My main priority is building good relationships with the guests. These might be people who have passed through statutory services, other homelessness charities, different hostels, supported accommodation, the prison system and/or hospitals. They may have worked for many years with different professionals and be quite suspicious of them. A huge part of my job is developing trust with guests and encouraging them to engage in processes that will enable them to leave homelessness behind. 

The other side of that dynamic is making sure that I’m very boundaried. I have to make sure I’m helping them in a useful and ethical way. I aim to empower them to become more independent where they can and make positive changes in their lives, and to feel able to make decisions and not rely on services wherever possible. It’s about getting the balance between that and the relationship building. You want to avoid a situation where you are doing absolutely everything for someone, or where you are trying to help them on your own when actually you need to be linking them with other services. 

The skills I need to do my job

You have to have a lot of patience and empathy to do this job. It also really helps to be resilient and have a sense of humour, because in this line of work things can get heavy. When you’re working with people who are traumatised there is potential for vicarious trauma, so you have to know when to take space and how to look after yourself, otherwise it’s not sustainable.   

It’s also really important to be able to acknowledge when I can do something and when I can’t. From working in different environments with a similar client group, I’ve learnt over time to ask ‘Am I the right person to help them with this? Or is this outside of my skillset? Would it be safer and better if someone else helped them with this?’ I’ve learnt how to link people up with services, and how to be with them through that process, doing my best to encourage them and make them feel safe so they feel they can engage with those services.  

This job involves lots of multi-agency working; often I’ve built a really good relationship with a guest so I’m in a good position to facilitate meetings between the guests and other professionals like GPs our housing officers, meaning I can bridge that gap rather than just sending them off and hoping for the best. 

What I like about my job

I really like talking! So it’s great getting to talk to people all day every day and meet a whole range of people. It’s also great not being stuck behind a desk, it suits me very well.  
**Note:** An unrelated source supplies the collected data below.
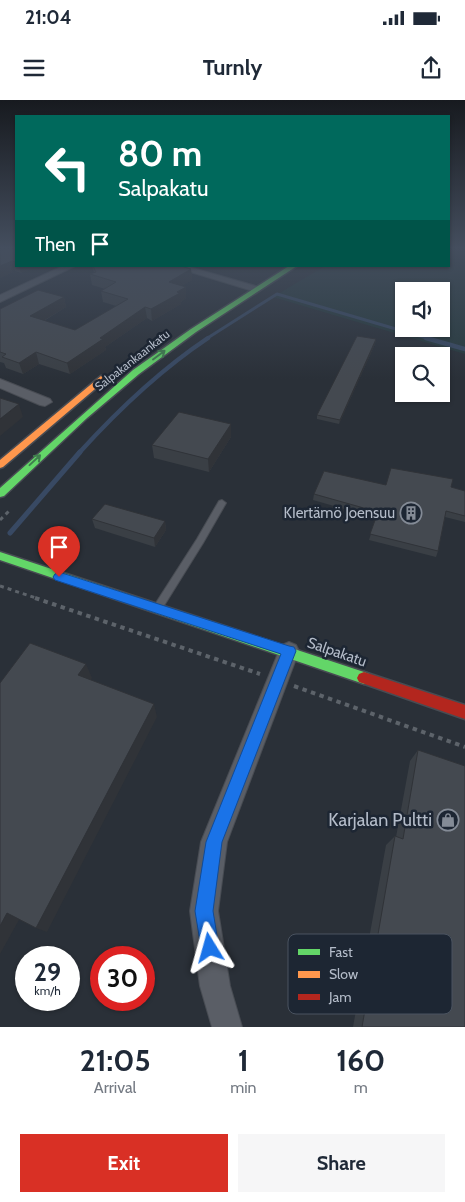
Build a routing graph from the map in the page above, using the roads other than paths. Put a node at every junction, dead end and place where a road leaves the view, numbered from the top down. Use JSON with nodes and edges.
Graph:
{"nodes":[{"id":1,"x":13,"y":292,"type":"edge"},
{"id":2,"x":233,"y":292,"type":"edge"},
{"id":3,"x":251,"y":292,"type":"edge"},
{"id":4,"x":0,"y":298,"type":"edge"},
{"id":5,"x":179,"y":326,"type":"dead end"},
{"id":6,"x":112,"y":372,"type":"dead end"},
{"id":7,"x":0,"y":383,"type":"edge"},
{"id":8,"x":45,"y":402,"type":"dead end"},
{"id":9,"x":0,"y":465,"type":"edge"},
{"id":10,"x":0,"y":494,"type":"edge"},
{"id":11,"x":222,"y":503,"type":"dead end"},
{"id":12,"x":0,"y":556,"type":"edge"},
{"id":13,"x":156,"y":609,"type":"junction"},
{"id":14,"x":289,"y":651,"type":"junction"},
{"id":15,"x":465,"y":712,"type":"edge"},
{"id":16,"x":227,"y":1027,"type":"edge"}],
"edges":[{"from":1,"to":4,"type":"street"},
{"from":2,"to":5,"type":"main road","name":"Salpakankaankatu"},
{"from":10,"to":3,"type":"main road","name":"Salpakankaankatu","one_way":true},
{"from":6,"to":9,"type":"main road","name":"Salpakankaankatu"},
{"from":7,"to":8,"type":"street"},
{"from":11,"to":13,"type":"lane"},
{"from":12,"to":13,"type":"main road","name":"Salpakatu"},
{"from":13,"to":14,"type":"main road","name":"Salpakatu"},
{"from":14,"to":15,"type":"main road","name":"Salpakatu"},
{"from":14,"to":16,"type":"street"}]}
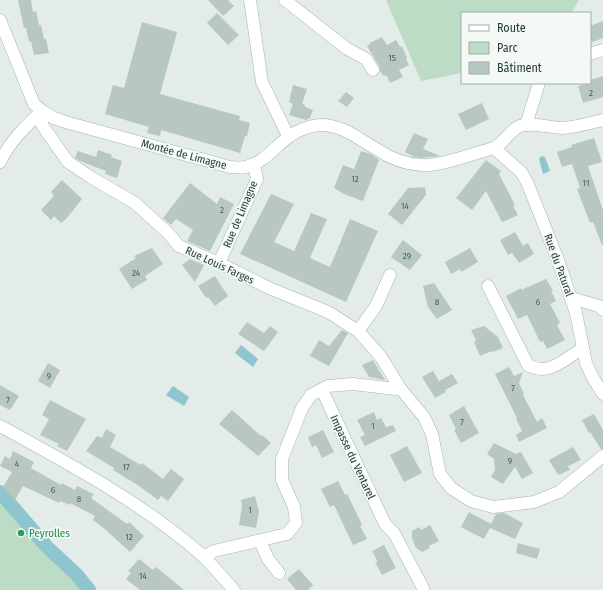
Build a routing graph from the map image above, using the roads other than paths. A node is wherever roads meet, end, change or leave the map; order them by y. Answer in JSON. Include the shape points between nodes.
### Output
{"nodes":[{"id":1,"x":250,"y":0,"type":"edge"},
{"id":2,"x":285,"y":0,"type":"edge"},
{"id":3,"x":0,"y":20,"type":"edge"},
{"id":4,"x":603,"y":50,"type":"edge"},
{"id":5,"x":591,"y":54,"type":"edge"},
{"id":6,"x":373,"y":70,"type":"dead end"},
{"id":7,"x":539,"y":84,"type":"edge"},
{"id":8,"x":42,"y":111,"type":"junction"},
{"id":9,"x":603,"y":120,"type":"edge"},
{"id":10,"x":526,"y":125,"type":"junction"},
{"id":11,"x":288,"y":136,"type":"junction"},
{"id":12,"x":494,"y":148,"type":"junction"},
{"id":13,"x":0,"y":162,"type":"edge"},
{"id":14,"x":252,"y":165,"type":"junction"},
{"id":15,"x":219,"y":264,"type":"junction"},
{"id":16,"x":390,"y":275,"type":"dead end"},
{"id":17,"x":488,"y":286,"type":"dead end"},
{"id":18,"x":571,"y":298,"type":"junction"},
{"id":19,"x":603,"y":310,"type":"edge"},
{"id":20,"x":358,"y":331,"type":"junction"},
{"id":21,"x":582,"y":348,"type":"junction"},
{"id":22,"x":400,"y":388,"type":"junction"},
{"id":23,"x":322,"y":390,"type":"junction"},
{"id":24,"x":603,"y":394,"type":"edge"},
{"id":25,"x":0,"y":426,"type":"edge"},
{"id":26,"x":603,"y":456,"type":"edge"},
{"id":27,"x":260,"y":541,"type":"junction"},
{"id":28,"x":204,"y":557,"type":"junction"},
{"id":29,"x":279,"y":573,"type":"dead end"},
{"id":30,"x":423,"y":588,"type":"dead end"},
{"id":31,"x":234,"y":590,"type":"edge"}],
"edges":[{"from":1,"to":11,"type":"street","via":[[262,82]]},
{"from":2,"to":6,"type":"street","via":[[346,48],[366,59]]},
{"from":3,"to":8,"type":"street","name":"Rue Louis Farges","via":[[34,104]]},
{"from":4,"to":5,"type":"street"},
{"from":7,"to":10,"type":"street"},
{"from":8,"to":13,"type":"street","via":[[17,136]]},
{"from":8,"to":14,"type":"street","name":"Montée de Limagne","via":[[69,123],[230,167]]},
{"from":8,"to":15,"type":"street","name":"Rue Louis Farges","via":[[42,125],[68,162],[135,203],[179,246]]},
{"from":9,"to":10,"type":"street","via":[[562,128]]},
{"from":10,"to":12,"type":"street","name":"Montée de Limagne","via":[[512,131],[506,140]]},
{"from":11,"to":12,"type":"street","name":"Montée de Limagne","via":[[314,126],[337,127],[380,151],[423,166]]},
{"from":11,"to":14,"type":"street","name":"Montée de Limagne"},
{"from":12,"to":18,"type":"street","name":"Rue du Patural","via":[[521,172],[527,182]]},
{"from":14,"to":15,"type":"street","name":"Rue de Limagne","via":[[257,179]]},
{"from":15,"to":20,"type":"street","name":"Rue Louis Farges","via":[[328,312]]},
{"from":16,"to":20,"type":"street","via":[[376,306]]},
{"from":17,"to":21,"type":"street","via":[[528,365],[543,370]]},
{"from":18,"to":19,"type":"street","via":[[599,306]]},
{"from":18,"to":21,"type":"street","name":"Rue du Patural"},
{"from":20,"to":22,"type":"street","name":"Rue Louis Farges","via":[[381,357]]},
{"from":21,"to":24,"type":"street","name":"Rue du Patural","via":[[586,363]]},
{"from":22,"to":23,"type":"street","via":[[353,384],[328,386]]},
{"from":22,"to":26,"type":"street","name":"Rue Louis Farges","via":[[424,417],[432,434],[440,474],[451,488],[471,501],[493,507],[534,502],[559,492]]},
{"from":23,"to":27,"type":"street","via":[[311,395],[302,408],[282,459],[282,480],[294,507],[296,523],[287,534]]},
{"from":23,"to":30,"type":"street","name":"Impasse du Ventarel","via":[[385,524],[394,533]]},
{"from":25,"to":28,"type":"street","via":[[82,471],[157,519]]},
{"from":27,"to":28,"type":"street","via":[[214,551]]},
{"from":27,"to":29,"type":"street","via":[[268,559]]},
{"from":28,"to":31,"type":"street"}]}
When you achieve something you’ve been working on for ages it’s so rewarding. Because the guests I work with have multiple and often overlapping needs, it can take months to get different things sorted out, so it feels really good when that happens.  

I also think there is a really good culture and system of support at Glass Door. We have regular Reflective Practice sessions which are an opportunity to talk about anything we have found difficult or saddening in our work. Having this dedicated space means we don’t have to keep anything in, and know we are allowed to express the feelings that are inevitable from working closely with people who are having a hard time. Also, everyone is so supportive and lovely. You can turn to your colleague and say ‘this sad thing happened’ and they will be understanding and comforting. It’s a really safe work environment.  

What I would like people to know about homelessness

All sorts of things can lead to someone experiencing homelessness, such as losing a job, bereavement and grief or having a mental health crisis. These are things which could happen to anyone, regardless of their background or life up until that point. As a society we need to have empathy for people, and we need to look after each other.